I'm having a difficult time trying to determine how AI=b+c.
Keep in mind, point I should be 2/3 of the distance on AP.
You say that if $b,c$ are masses at $B,C$ then the mass of $P$ is $b+c$. This is not necessarily true because $P$ will not necessarily be the "balance", the center of mass, between $B$ and $C$. For example, if $b=c$, then their center of mass is in the middle between them, which is not where $P$ is $(AP$ is an angle bisector, not a median!$)$.
To solve this right, you need to put masses in vertices $A,B,C$ in a clever way. The idea is that for example the balance between $B$ and $C$ $($the center of mass of just these two$)$ should be exactly at $P$. If that is true, this immediately tells you that the center of mass of all three points lies somewhere on the bisector $AP$, because you can find it by first finding that of $B,C$, and then adding $A$. Once you know that, it follows that the angle bisectors must intersect at one point $I$, because the center of mass of all three vertices has to lie somewhere, and it has to lie on every bisector.

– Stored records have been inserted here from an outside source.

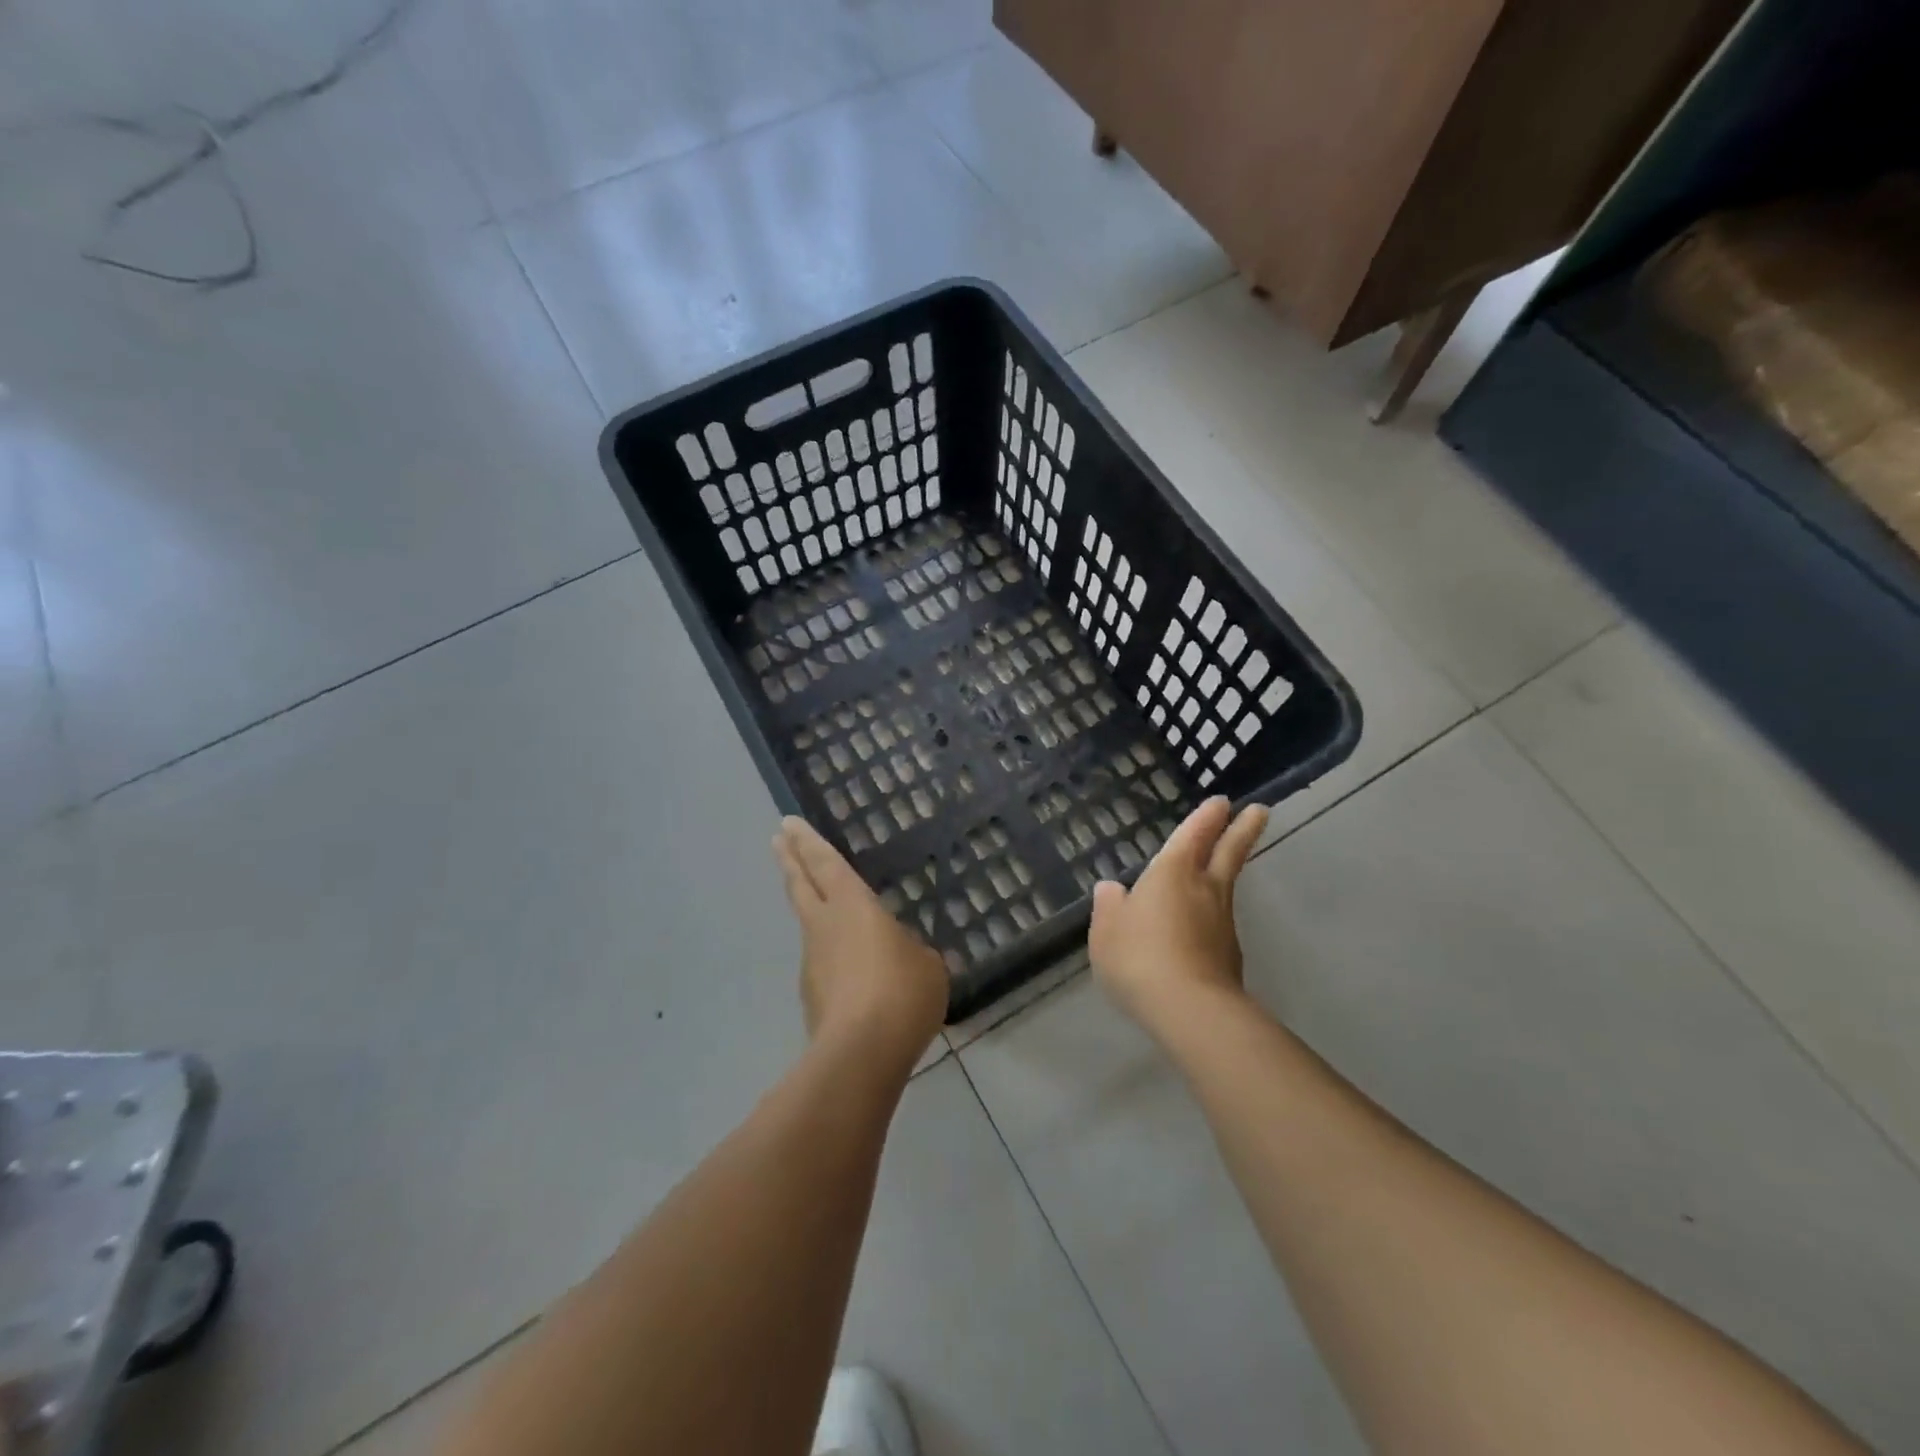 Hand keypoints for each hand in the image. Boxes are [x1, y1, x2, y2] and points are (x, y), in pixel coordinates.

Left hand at [773, 816, 948, 1068]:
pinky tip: (850, 970)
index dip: (808, 841)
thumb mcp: (927, 965)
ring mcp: (812, 962)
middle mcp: (825, 926)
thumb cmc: (901, 992)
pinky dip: (831, 955)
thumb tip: (903, 954)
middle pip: (801, 885)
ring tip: (827, 909)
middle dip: (790, 860)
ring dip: (810, 909)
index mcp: (853, 906)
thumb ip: (912, 950)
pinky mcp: (812, 997)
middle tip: (778, 840)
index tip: (788, 823)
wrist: (861, 1053)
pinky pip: (823, 964)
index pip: (826, 863)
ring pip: (809, 925)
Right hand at [1089, 796, 1268, 1035]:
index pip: (1194, 834)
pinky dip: (1211, 915)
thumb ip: (1109, 906)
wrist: (1190, 1010)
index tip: (1222, 802)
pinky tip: (1196, 928)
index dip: (1207, 817)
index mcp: (1172, 872)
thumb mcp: (1107, 930)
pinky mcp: (1229, 955)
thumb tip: (1112, 888)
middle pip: (1229, 852)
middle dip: (1242, 829)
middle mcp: (1204, 889)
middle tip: (1260, 810)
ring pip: (1225, 887)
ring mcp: (1222, 923)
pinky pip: (1217, 923)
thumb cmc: (1140, 957)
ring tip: (1217, 868)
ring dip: (1226, 872) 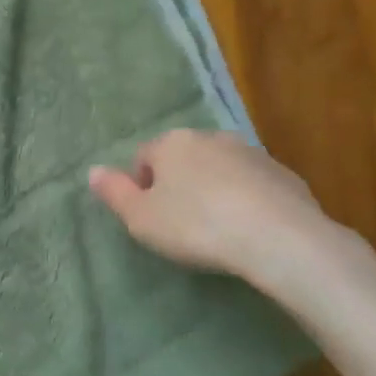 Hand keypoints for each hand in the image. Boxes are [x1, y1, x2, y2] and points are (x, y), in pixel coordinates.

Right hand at [88, 129, 375, 310]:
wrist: (279, 237)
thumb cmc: (197, 226)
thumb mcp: (142, 219)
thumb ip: (114, 193)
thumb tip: (92, 171)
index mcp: (172, 143)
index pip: (144, 157)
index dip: (142, 188)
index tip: (150, 219)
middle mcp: (210, 137)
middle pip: (183, 159)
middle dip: (179, 185)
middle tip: (181, 226)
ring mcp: (250, 153)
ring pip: (220, 169)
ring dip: (214, 191)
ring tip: (217, 231)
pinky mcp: (283, 175)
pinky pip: (253, 186)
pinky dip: (247, 201)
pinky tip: (249, 232) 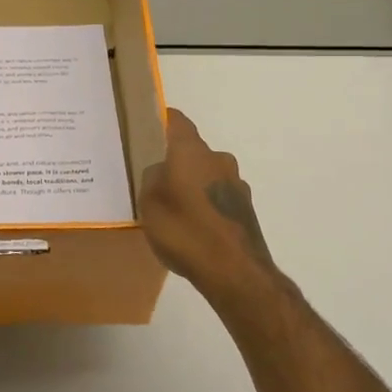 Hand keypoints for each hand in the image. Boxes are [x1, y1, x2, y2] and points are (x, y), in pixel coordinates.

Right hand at [139, 108, 280, 299]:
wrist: (235, 271)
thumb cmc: (185, 230)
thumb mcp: (150, 203)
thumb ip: (152, 179)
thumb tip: (160, 172)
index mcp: (192, 151)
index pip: (176, 121)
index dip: (161, 120)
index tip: (146, 127)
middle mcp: (218, 159)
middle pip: (192, 150)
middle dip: (174, 161)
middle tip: (154, 178)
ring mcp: (236, 184)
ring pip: (206, 174)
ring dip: (191, 184)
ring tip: (172, 208)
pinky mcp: (245, 209)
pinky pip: (217, 197)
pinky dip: (205, 205)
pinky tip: (192, 227) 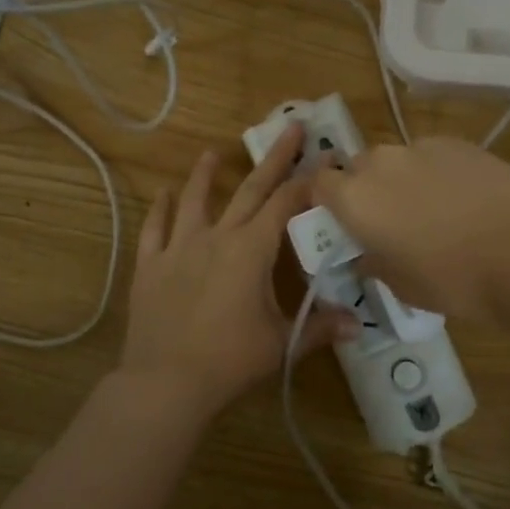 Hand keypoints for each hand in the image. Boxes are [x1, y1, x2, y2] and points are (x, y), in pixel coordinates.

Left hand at [122, 122, 355, 421]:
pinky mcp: (151, 267)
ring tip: (212, 153)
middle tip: (290, 127)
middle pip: (249, 190)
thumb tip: (359, 326)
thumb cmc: (231, 359)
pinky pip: (155, 230)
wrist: (166, 381)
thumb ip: (320, 328)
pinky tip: (162, 194)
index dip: (310, 180)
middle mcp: (216, 237)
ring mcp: (179, 249)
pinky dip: (159, 210)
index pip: (286, 204)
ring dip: (205, 175)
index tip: (327, 158)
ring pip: (194, 201)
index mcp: (251, 250)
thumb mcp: (281, 342)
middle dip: (273, 158)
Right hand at [312, 136, 509, 322]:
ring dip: (401, 179)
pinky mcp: (459, 142)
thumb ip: (374, 263)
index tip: (342, 222)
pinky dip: (435, 172)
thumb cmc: (455, 280)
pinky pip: (431, 155)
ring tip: (431, 210)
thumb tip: (366, 254)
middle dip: (365, 189)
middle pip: (358, 167)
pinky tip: (463, 198)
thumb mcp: (402, 285)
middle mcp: (381, 163)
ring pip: (397, 159)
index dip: (326, 201)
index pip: (319, 184)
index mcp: (356, 199)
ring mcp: (422, 147)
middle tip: (388, 221) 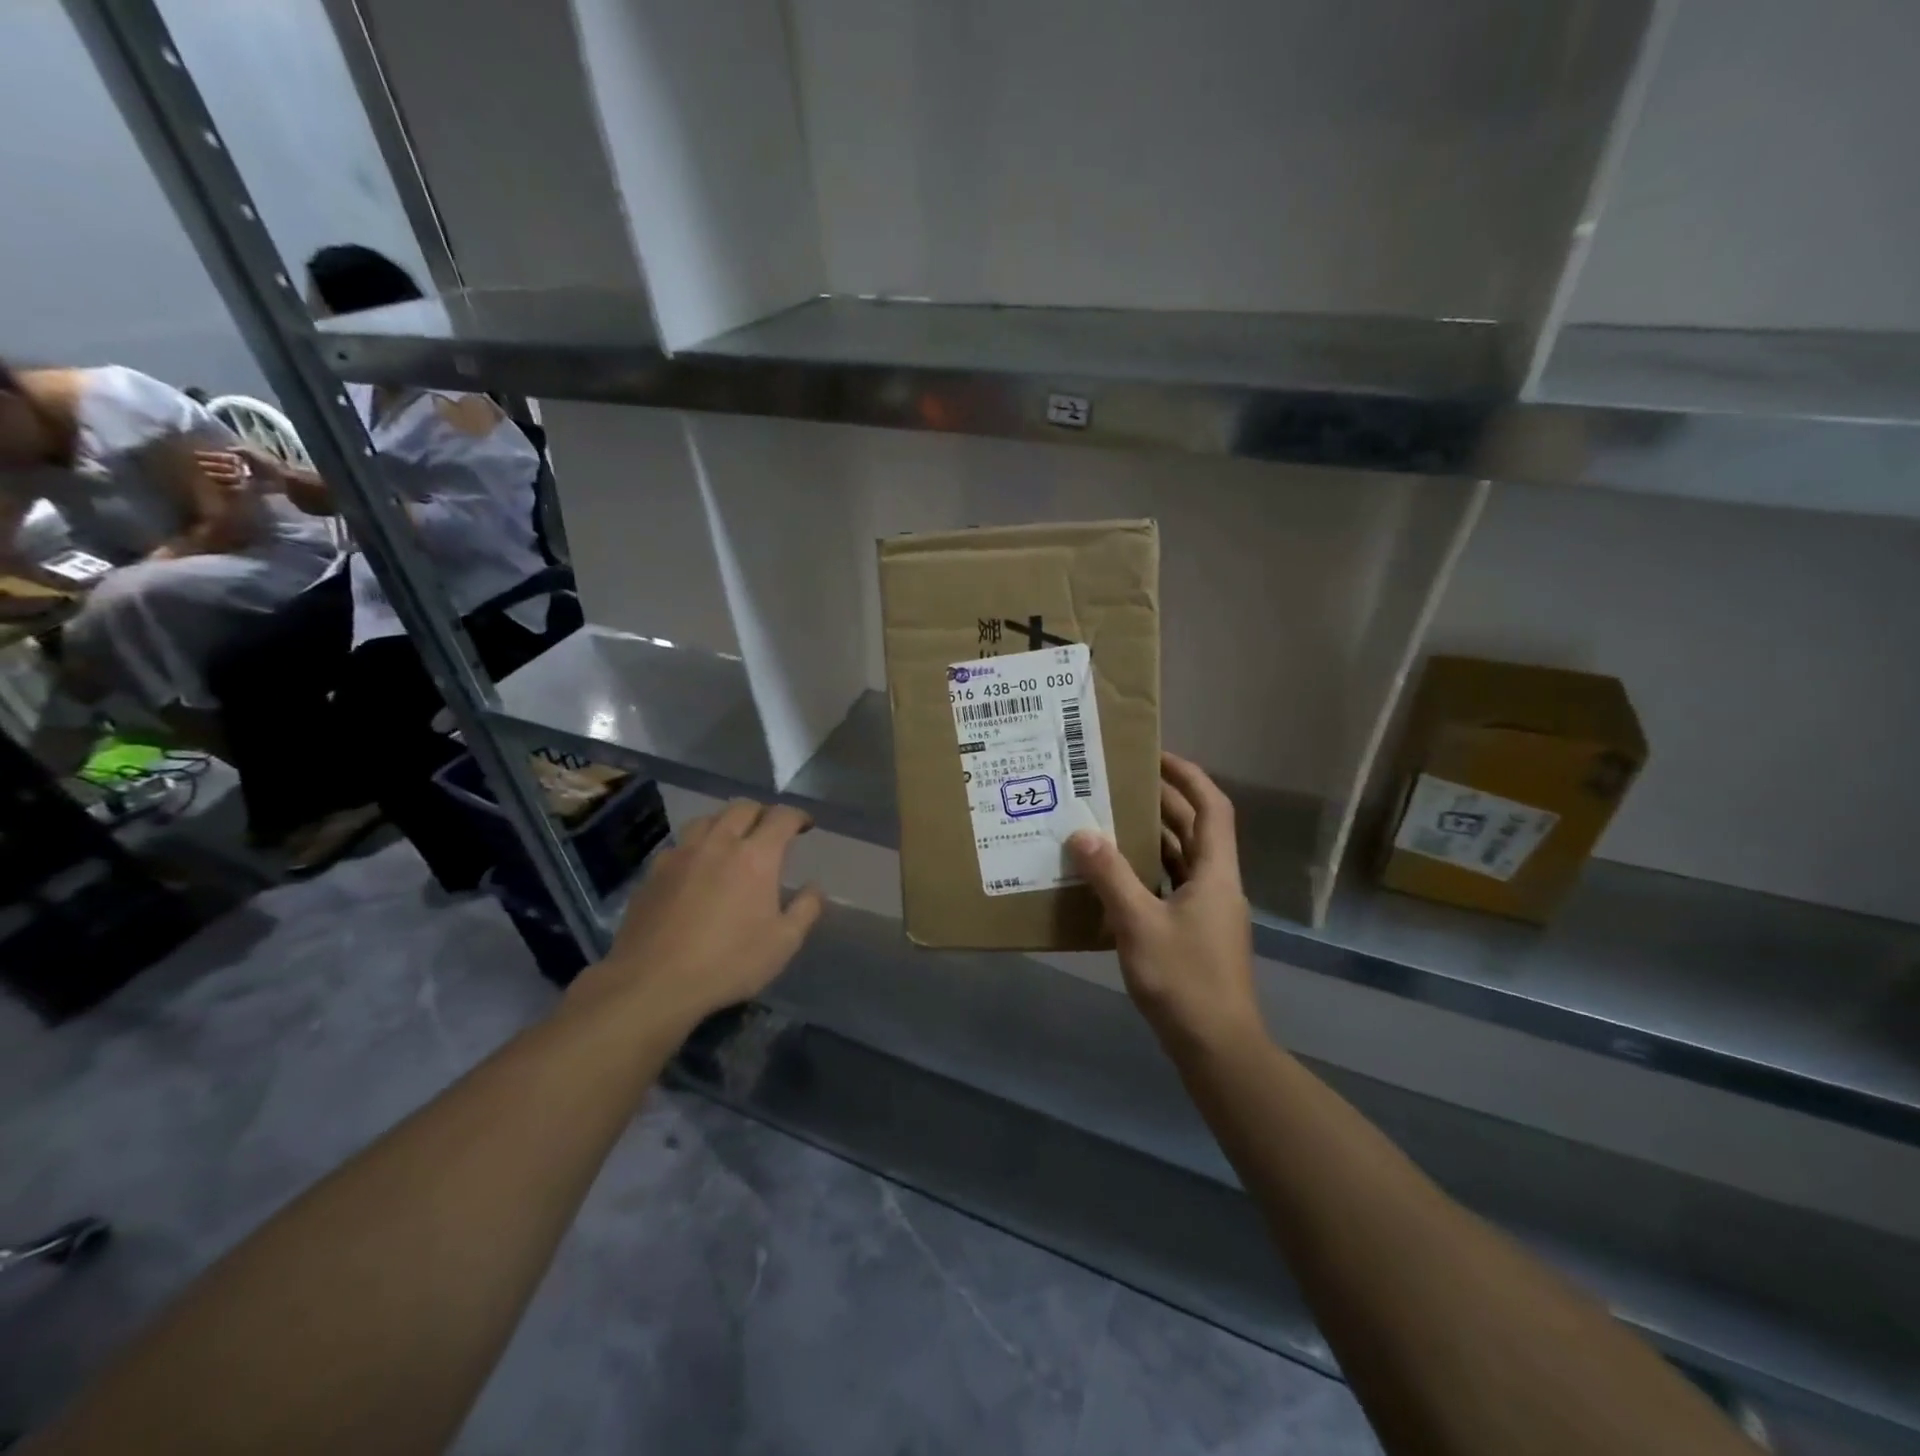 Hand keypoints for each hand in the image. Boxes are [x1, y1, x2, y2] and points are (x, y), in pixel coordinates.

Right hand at [194, 445, 277, 492]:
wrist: (281, 479)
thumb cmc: (267, 464)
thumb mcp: (251, 453)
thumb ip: (238, 450)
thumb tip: (226, 448)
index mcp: (243, 459)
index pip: (222, 457)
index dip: (210, 456)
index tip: (195, 454)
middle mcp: (242, 469)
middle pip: (222, 467)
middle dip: (209, 465)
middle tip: (194, 464)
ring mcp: (245, 479)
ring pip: (226, 476)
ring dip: (214, 475)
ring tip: (202, 474)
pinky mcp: (249, 488)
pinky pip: (234, 487)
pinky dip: (224, 485)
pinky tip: (214, 484)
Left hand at [568, 800, 824, 1031]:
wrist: (652, 983)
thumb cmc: (728, 963)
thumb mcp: (783, 943)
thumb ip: (805, 909)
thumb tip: (814, 887)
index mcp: (756, 856)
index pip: (781, 817)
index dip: (797, 816)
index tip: (805, 826)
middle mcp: (718, 843)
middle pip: (742, 808)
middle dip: (762, 813)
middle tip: (771, 831)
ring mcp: (681, 854)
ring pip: (707, 820)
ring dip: (726, 823)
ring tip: (732, 841)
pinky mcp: (653, 872)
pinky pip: (680, 844)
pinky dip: (696, 846)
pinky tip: (696, 867)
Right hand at [1068, 753, 1260, 1053]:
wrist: (1216, 1047)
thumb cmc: (1184, 980)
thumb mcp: (1139, 924)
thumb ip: (1110, 876)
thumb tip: (1082, 834)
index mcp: (1215, 873)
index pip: (1212, 808)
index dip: (1188, 776)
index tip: (1155, 757)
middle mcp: (1216, 884)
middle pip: (1194, 830)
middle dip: (1162, 803)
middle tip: (1118, 784)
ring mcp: (1207, 911)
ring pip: (1180, 860)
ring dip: (1151, 838)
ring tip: (1109, 821)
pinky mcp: (1193, 934)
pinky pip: (1169, 887)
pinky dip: (1145, 874)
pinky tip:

Now, since you want the center of mass of just $B,C$ to lie at $P$, the lengths $BP$, $CP$ must be inversely proportional to the masses $B$, $C$ $($the law of the lever!$)$. But the lengths $BP$, $CP$ are themselves proportional to $AB$, $AC$, because $AP$ is the bisector $($this is a basic property of angle bisectors in a triangle$)$. So actually the masses at $B$, $C$ can be inversely proportional to lengths $AB$, $AC$ respectively. For example, if $AB$ is $3$ times longer than $AC$, the mass at $B$ should be $3$ times smaller than $C$. This may give you an idea of how to select the masses for all three vertices.